### Task description
An exact copy of all the records is the expected answer.

= = = = =

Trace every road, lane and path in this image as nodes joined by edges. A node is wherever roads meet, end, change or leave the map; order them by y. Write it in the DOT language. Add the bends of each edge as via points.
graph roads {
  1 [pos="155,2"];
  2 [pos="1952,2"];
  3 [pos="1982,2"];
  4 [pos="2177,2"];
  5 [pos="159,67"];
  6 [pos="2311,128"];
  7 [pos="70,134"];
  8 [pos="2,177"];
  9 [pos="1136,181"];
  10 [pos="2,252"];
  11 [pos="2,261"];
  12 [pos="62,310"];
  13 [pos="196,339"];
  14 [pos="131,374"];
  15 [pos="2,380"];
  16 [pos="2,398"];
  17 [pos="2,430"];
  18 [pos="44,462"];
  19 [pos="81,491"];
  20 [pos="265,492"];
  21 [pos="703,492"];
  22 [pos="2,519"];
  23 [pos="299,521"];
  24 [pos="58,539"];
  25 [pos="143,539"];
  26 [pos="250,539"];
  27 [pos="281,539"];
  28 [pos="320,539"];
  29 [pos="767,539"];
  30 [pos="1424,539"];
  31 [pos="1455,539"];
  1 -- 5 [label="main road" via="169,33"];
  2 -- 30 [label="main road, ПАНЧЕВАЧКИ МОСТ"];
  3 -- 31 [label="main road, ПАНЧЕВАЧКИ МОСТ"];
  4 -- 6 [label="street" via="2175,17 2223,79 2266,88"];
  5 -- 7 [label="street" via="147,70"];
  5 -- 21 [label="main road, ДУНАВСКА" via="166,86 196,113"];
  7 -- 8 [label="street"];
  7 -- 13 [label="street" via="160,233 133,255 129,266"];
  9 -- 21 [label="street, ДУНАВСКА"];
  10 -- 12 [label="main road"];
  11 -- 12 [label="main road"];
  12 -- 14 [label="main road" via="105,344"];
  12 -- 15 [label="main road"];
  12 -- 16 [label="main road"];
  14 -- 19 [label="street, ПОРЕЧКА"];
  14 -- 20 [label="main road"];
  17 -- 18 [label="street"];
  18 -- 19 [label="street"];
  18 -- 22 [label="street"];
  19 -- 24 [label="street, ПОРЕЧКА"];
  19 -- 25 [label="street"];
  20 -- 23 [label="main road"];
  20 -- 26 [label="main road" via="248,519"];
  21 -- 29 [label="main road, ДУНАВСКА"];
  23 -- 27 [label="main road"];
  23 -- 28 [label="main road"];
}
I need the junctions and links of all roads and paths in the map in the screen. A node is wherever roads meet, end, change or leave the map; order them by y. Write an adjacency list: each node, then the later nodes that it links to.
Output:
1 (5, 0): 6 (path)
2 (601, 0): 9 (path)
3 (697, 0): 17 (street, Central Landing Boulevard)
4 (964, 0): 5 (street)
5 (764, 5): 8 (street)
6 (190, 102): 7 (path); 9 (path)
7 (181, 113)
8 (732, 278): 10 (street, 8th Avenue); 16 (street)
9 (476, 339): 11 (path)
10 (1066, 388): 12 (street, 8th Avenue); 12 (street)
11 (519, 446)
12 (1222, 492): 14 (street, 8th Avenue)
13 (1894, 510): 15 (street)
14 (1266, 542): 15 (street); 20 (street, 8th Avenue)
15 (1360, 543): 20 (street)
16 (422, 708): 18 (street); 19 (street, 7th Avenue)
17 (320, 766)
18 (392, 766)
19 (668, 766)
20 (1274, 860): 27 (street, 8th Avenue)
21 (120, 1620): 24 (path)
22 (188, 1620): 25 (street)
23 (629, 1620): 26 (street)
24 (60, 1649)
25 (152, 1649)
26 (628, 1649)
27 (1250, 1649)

= = = = =

### Exercise answer
Trace every road, lane and path in this image as nodes joined by edges. A node is wherever roads meet, end, change or leave the map; order them by y. Write it in the DOT language. Add the bends of each edge as via points.
graph roads {
  1 [pos="155,2"];
  2 [pos="1952,2"];
  3 [pos="1982,2"];
  4 [pos="2177,2"];
  5 [pos="159,67"];
  6 [pos="2311,128"];
  7 [pos="70,134"];
  8 [pos="2,177"];
  9 [pos="1136,181"];
  10 [pos="2,252"];
  11 [pos="2,261"];
  12 [pos="62,310"];
  13 [pos="196,339"];
  14 [pos="131,374"];
  15 [pos="2,380"];
  16 [pos="2,398"];
  17 [pos="2,430"];
  18 [pos="44,462"];
  19 [pos="81,491"];
  20 [pos="265,492"];
  21 [pos="703,492"];
  22 [pos="2,519"];
  23 [pos="299,521"];
  24 [pos="58,539"];
  25 [pos="143,539"];
  26 [pos="250,539"];
  27 [pos="281,539"];
  28 [pos="320,539"];
  29 [pos="767,539"];
  30 [pos="1424,539"];
  31 [pos="1455,539"];
  1 -- 5 [label="main road" via="169,33"];
  2 -- 30 [label="main road, ПАНЧЕВАЧКИ МОСТ"];
  3 -- 31 [label="main road, ПАНЧЕВАЧКИ МОСТ"];
  4 -- 6 [label="street" via="2175,17 2223,79 2266,88"];
  5 -- 7 [label="street" via="147,70"];
  5 -- 21 [label="main road, ДУНАВСКА" via="166,86 196,113"];
  7 -- 8 [label="street"];
  7 -- 13 [label="street" via="160,233 133,255 129,266"];
  9 -- 21 [label="street, ДУНАВСКА"];
  10 -- 12 [label="main road"];
  11 -- 12 [label="main road"];
  12 -- 14 [label="main road" via="105,344"];
  12 -- 15 [label="main road"];
  12 -- 16 [label="main road"];
  14 -- 19 [label="street, ПОРЕЧКА"];
  14 -- 20 [label="main road"];
  17 -- 18 [label="street"];
  18 -- 19 [label="street"];
  18 -- 22 [label="street"];
  19 -- 24 [label="street, ПОРЕЧКА"];
  19 -- 25 [label="street"];
  20 -- 23 [label="main road"];
  20 -- 26 [label="main road" via="248,519"];
  21 -- 29 [label="main road, ДУНАВСКА"];
  23 -- 27 [label="main road"];
  23 -- 28 [label="main road"];
}
I need the junctions and links of all roads and paths in the map in the screen. A node is wherever roads meet, end, change or leave the map; order them by y. Write an adjacency list: each node, then the later nodes that it links to.
Output:
1 (5, 0): 6 (path)
2 (601, 0): 9 (path)
3 (697, 0): 17 (street, Central Landing Boulevard)
4 (964, 0): 5 (street)
5 (764, 5): 8 (street)
6 (190, 102): 7 (path); 9 (path)
7 (181, 113)
8 (732, 278): 10 (street, 8th Avenue); 16 (street)
9 (476, 339): 11 (path)
10 (1066, 388): 12 (street, 8th Avenue); 12 (street)
11 (519, 446)
12 (1222, 492): 14 (street, 8th Avenue)
13 (1894, 510): 15 (street)
14 (1266, 542): 15 (street); 20 (street, 8th Avenue)
15 (1360, 543): 20 (street)
16 (422, 708): 18 (street); 19 (street, 7th Avenue)
17 (320, 766)
18 (392, 766)
19 (668, 766)
20 (1274, 860): 27 (street, 8th Avenue)
21 (120, 1620): 24 (path)
22 (188, 1620): 25 (street)
23 (629, 1620): 26 (street)
24 (60, 1649)
25 (152, 1649)
26 (628, 1649)
27 (1250, 1649)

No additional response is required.